Repeat the listing below verbatim, without its images.

-- Records for the exercise follows --

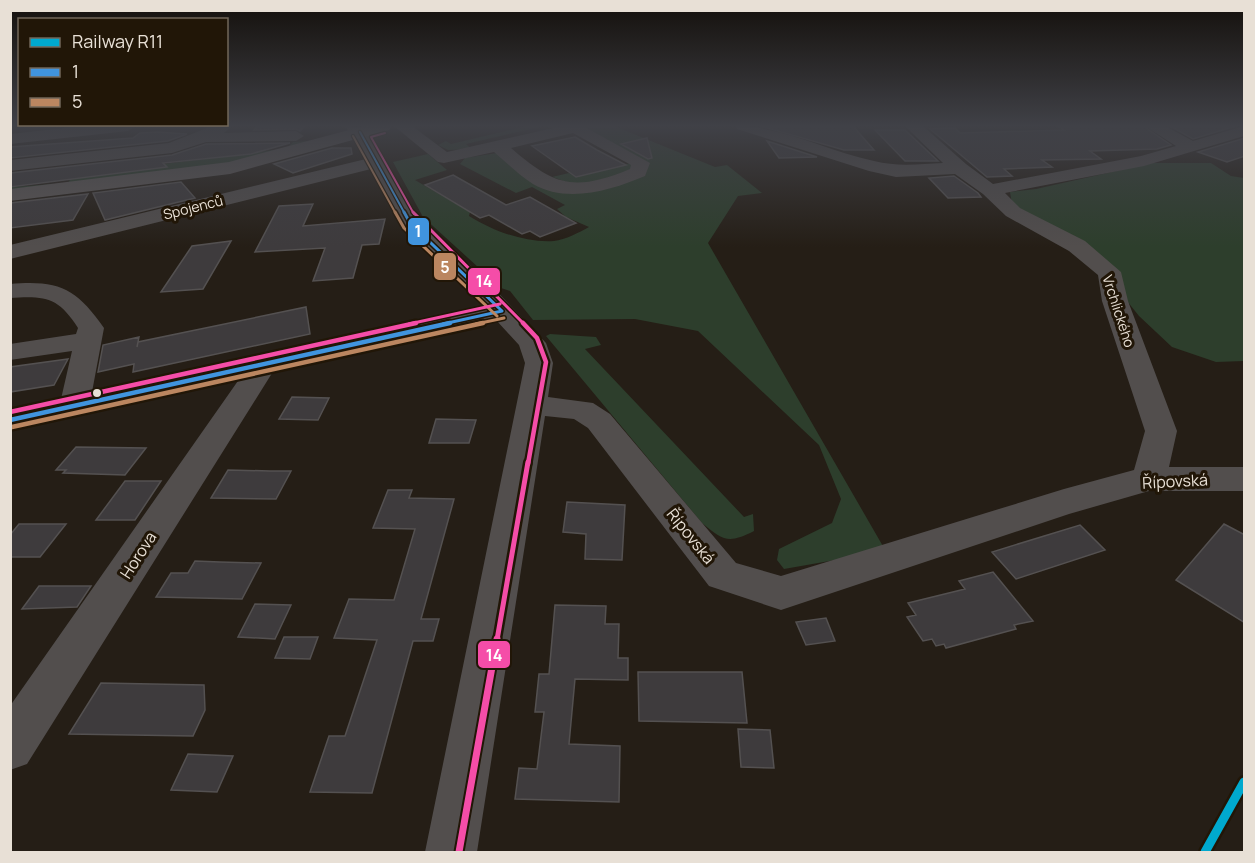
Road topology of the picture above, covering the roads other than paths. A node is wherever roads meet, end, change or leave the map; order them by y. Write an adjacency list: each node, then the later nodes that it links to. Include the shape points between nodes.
1 (236, 166): 10 (main road)
2 (359, 166): 11 (street, Spojenců)
3 (378, 166): 13 (street, via 410,223)
4 (523, 166): 5 (street, via 555,187 578,188 622,179)
5 (640, 166)
6 (870, 166): 8 (street, via 896,171)
7 (1116, 166): 9 (street)
8 (958, 168): 9 (street, Vrchlického)
9 (990, 190): 20 (street, Vrchlického, via 1013,212 1077,246 1109,272 1115,301 1161,431)
10 (10, 195)
11 (10, 252)
12 (10, 291): 14 (street, via 50,289 64,296 78,307 91,328)
13 (502, 311): 16 (street); 17 (street, via 532,343 539,363)
14 (89, 340): 15 (street); 18 (street)
15 (10, 352)
16 (265, 363): 18 (street); 22 (street, Horova)
17 (533, 405): 20 (street, Řípovská, via 582,410 599,421 723,575 781,593 1064,502); 23 (street)
18 (74, 406): 19 (street)
19 (10, 420)
20 (1149, 479): 21 (street, Řípovská)
21 (1245, 479)
22 (10, 747)
23 (451, 852)

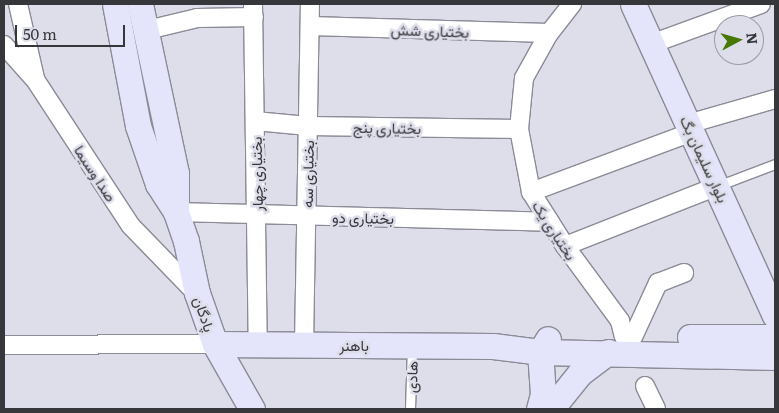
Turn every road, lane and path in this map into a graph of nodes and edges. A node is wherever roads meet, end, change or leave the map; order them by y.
1 (18, 4) edge
2 (115, 4) edge
3 (140, 4) edge
4 (310, 4) edge
5 (572, 4) edge
6 (633, 4) edge
7 (761, 4) edge
8 (254, 10) edge
9 (197, 11) edge
10 (310, 26) junction
11 (143, 31) junction
12 (549, 33) junction
13 (651, 44) junction
14 (4, 46) edge
15 (36, 81) junction
16 (775, 99) edge
17 (255, 121) junction
18 (308, 126) junction
19 (690, 128) junction
20 (519, 129) junction
21 (775, 164) edge
22 (717, 186) junction
23 (531, 192) junction
24 (176, 212) junction
25 (256, 213) junction
26 (306, 216) junction
27 (550, 222) junction
28 (565, 246) junction
29 (684, 273) dead end
30 (197, 293) junction
31 (774, 335) edge
32 (622, 342) junction
33 (215, 344) junction
34 (4, 345) edge
35 (258, 345) junction
36 (304, 345) junction
37 (412, 345) junction
38 (545, 345) junction
39 (645, 386) dead end
40 (252, 409) edge
41 (410, 409) edge
42 (539, 409) edge
43 (552, 409) edge
44 (656, 409) edge

1 - 15 street
2 - 24 main road
3 - 11 main road
4 - 10 street, بختیاری سه
5 - 12 street, بختیاری یک
6 - 13 main road, بلوار سلیمان بگ
7 - 13 street
8 - 9 street
8 - 17 street, بختیاری چهار
9 - 11 street
10 - 12 street, بختیاری شش
10 - 18 street, بختیاری سه
11 - 24 main road
12 - 20 street, بختیاری یک
13 - 19 main road, بلوار سلیمان بگ
14 - 15 street, صدا وسیما
15 - 30 street, صدا وسیما
16 - 19 street
17 - 18 street, بختیاری پنج
17 - 25 street, بختیاری چهار
18 - 20 street, بختیاری پنج
18 - 26 street, بختیاری سه
19 - 22 main road, بلوار سلیمان بگ
19 - 23 street
20 - 23 street, بختیاری یک
21 - 22 lane
22 - 28 street
22 - 31 main road, بلوار سلیمان بگ
23 - 27 street, بختیاری یک
24 - 25 street, بختیاری دو
24 - 30 main road, پادگان
25 - 26 street, بختیاری دو
25 - 35 street, بختیاری چهار
26 - 27 street, بختیاری دو
26 - 36 street, بختیاری سه
27 - 28 street, بختیاری یک
28 - 32 street, بختیاری یک
29 - 32 street
30 - 33 main road, پادگان
31 - 32 main road, باهنر
32 - 38 main road, باهنر
32 - 43 main road
33 - 34 street
33 - 35 main road, باهنر
33 - 40 main road, پادگان
35 - 36 main road, باهنر
36 - 37 main road, باهنر
37 - 38 main road, باهنر
37 - 41 lane, هادی
38 - 42 main road
39 - 44 street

-- Records for the exercise concluded --

Worked solution —
Road topology of the picture above, covering the roads other than paths. A node is wherever roads meet, end, change or leave the map; order them by y. Write an adjacency list: each node, then the later nodes that it links to. Include the shape points between nodes.
1 (236, 166): 10 (main road)
2 (359, 166): 11 (street, Spojenců)
3 (378, 166): 13 (street, via 410,223)
4 (523, 166): 5 (street, via 555,187 578,188 622,179)
5 (640, 166)
6 (870, 166): 8 (street, via 896,171)
7 (1116, 166): 9 (street)
8 (958, 168): 9 (street, Vrchlického)
9 (990, 190): 20 (street, Vrchlického, via 1013,212 1077,246 1109,272 1115,301 1161,431)
10 (10, 195)
11 (10, 252)
12 (10, 291): 14 (street, via 50,289 64,296 78,307 91,328)
13 (502, 311): 16 (street); 17 (street, via 532,343 539,363)
14 (89, 340): 15 (street); 18 (street)
15 (10, 352)
16 (265, 363): 18 (street); 22 (street, Horova)
17 (533, 405): 20 (street, Řípovská, via 582,410 599,421 723,575 781,593 1064,502); 23 (street)
18 (74, 406): 19 (street)
19 (10, 420)
20 (1149, 479): 21 (street, Řípovská)
21 (1245, 479)
22 (10, 747)
23 (451, 852)

Turn every road, lane and path in this map into a graph of nodes and edges. A node is wherever roads meet, end, change or leave the map; order them by y.
1 (18, 4) edge
2 (115, 4) edge
3 (140, 4) edge
4 (310, 4) edge
5 (572, 4) edge
6 (633, 4) edge
7 (761, 4) edge
8 (254, 10) edge
9 (197, 11) edge
10 (310, 26) junction
11 (143, 31) junction
12 (549, 33) junction
13 (651, 44) junction
14 (4, 46) edge
15 (36, 81) junction
16 (775, 99) edge
17 (255, 121) junction
18 (308, 126) junction
19 (690, 128) junction
20 (519, 129) junction
21 (775, 164) edge
22 (717, 186) junction
23 (531, 192) junction
24 (176, 212) junction
25 (256, 213) junction
26 (306, 216) junction
27 (550, 222) junction
28 (565, 246) junction
29 (684, 273) dead end
30 (197, 293) junction
31 (774, 335) edge
32 (622, 342) junction
33 (215, 344) junction
34 (4, 345) edge
35 (258, 345) junction
36 (304, 345) junction
37 (412, 345) junction
38 (545, 345) junction
39 (645, 386) dead end
40 (252, 409) edge
41 (410, 409) edge
42 (539, 409) edge
43 (552, 409) edge
44 (656, 409) edge

1 - 15 street
2 - 24 main road
3 - 11 main road
4 - 10 street, بختیاری سه
5 - 12 street, بختیاری یک
6 - 13 main road, بلوار سلیمان بگ
7 - 13 street
8 - 9 street
8 - 17 street, بختیاری چهار
9 - 11 street
10 - 12 street, بختیاری شش
10 - 18 street, بختیاری سه
11 - 24 main road
12 - 20 street, بختیاری یک
13 - 19 main road, بلوار سلیمان بگ
14 - 15 street, صدا وسیما
15 - 30 street, صدا وسیما
16 - 19 street
17 - 18 street, بختیاری پنج
17 - 25 street, بختیاری چهار
18 - 20 street, بختیاری پنج
18 - 26 street, بختیاری سه
19 - 22 main road, بلوار سلیمان بگ
19 - 23 street
20 - 23 street, بختیاری یک
21 - 22 lane
22 - 28 street
22 - 31 main road, بلوار سلیمان بگ
23 - 27 street, بختیاری یک
24 - 25 street, بختیاری دو
24 - 30 main road, پادگان
25 - 26 street, بختیاری دو
25 - 35 street, بختیاری چهار
26 - 27 street, بختیاری دو
26 - 36 street, بختیاری سه
27 - 28 street, بختیاری یک
28 - 32 street, بختیاری یک
29 - 32 street
30 - 33 main road, پادگان
31 - 32 main road, باهنر
32 - 38 main road, باهنر
32 - 43 main road
33 - 34 street
33 - 35 main road, باهنر
33 - 40 main road, پادگان
35 - 36 main road, باهنر
36 - 37 main road, باهنر
37 - 38 main road, باهنر
37 - 41 lane, هادی
38 - 42 main road
39 - 44 street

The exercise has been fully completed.